Aim of the task –
How many lines of the data contain the word "pinky"? Give only that number.

Study material –
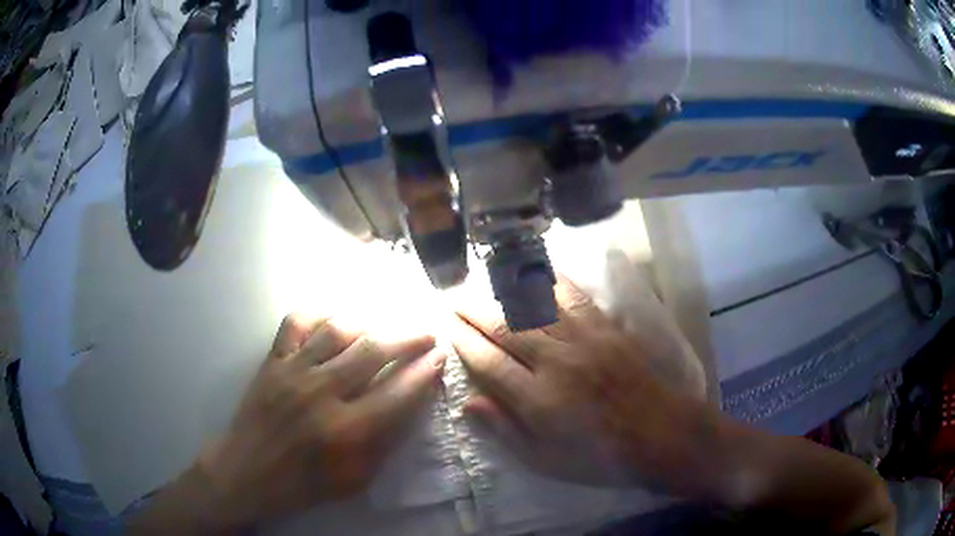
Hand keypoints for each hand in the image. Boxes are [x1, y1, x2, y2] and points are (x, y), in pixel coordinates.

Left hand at [194, 314, 444, 528]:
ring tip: (384, 328)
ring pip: (338, 331)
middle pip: (374, 352)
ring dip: (369, 325)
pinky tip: (333, 319)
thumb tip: (408, 404)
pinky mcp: (272, 361)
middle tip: (426, 333)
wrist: (248, 472)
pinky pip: (296, 323)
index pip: (398, 392)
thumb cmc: (305, 484)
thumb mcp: (356, 479)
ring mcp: (293, 371)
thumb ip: (384, 442)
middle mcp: (322, 393)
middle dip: (408, 338)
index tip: (439, 357)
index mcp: (347, 430)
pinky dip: (318, 314)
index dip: (424, 372)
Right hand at [452, 277, 708, 491]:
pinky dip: (551, 282)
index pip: (489, 362)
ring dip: (504, 292)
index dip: (464, 341)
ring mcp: (584, 340)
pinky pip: (574, 297)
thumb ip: (506, 431)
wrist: (661, 434)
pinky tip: (535, 273)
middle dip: (475, 312)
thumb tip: (470, 403)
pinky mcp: (607, 328)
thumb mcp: (546, 461)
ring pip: (535, 306)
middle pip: (506, 327)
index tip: (448, 327)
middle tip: (455, 301)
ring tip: (483, 283)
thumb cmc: (601, 456)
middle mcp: (557, 362)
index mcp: (538, 400)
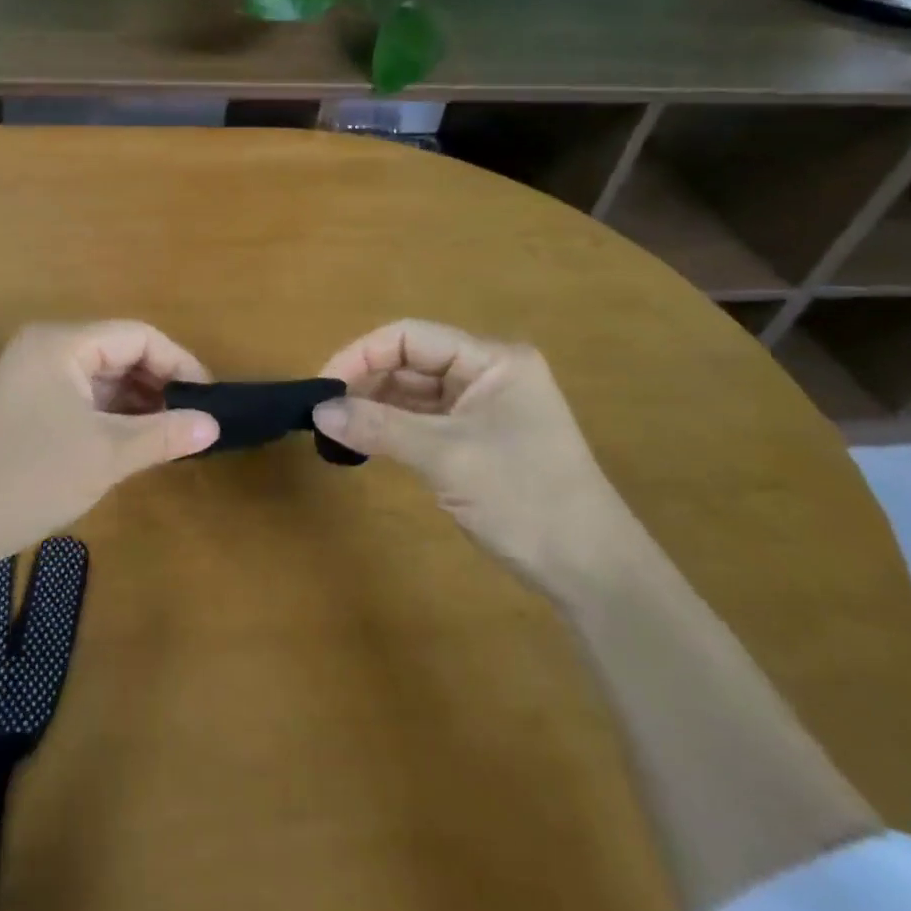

Task answer –
8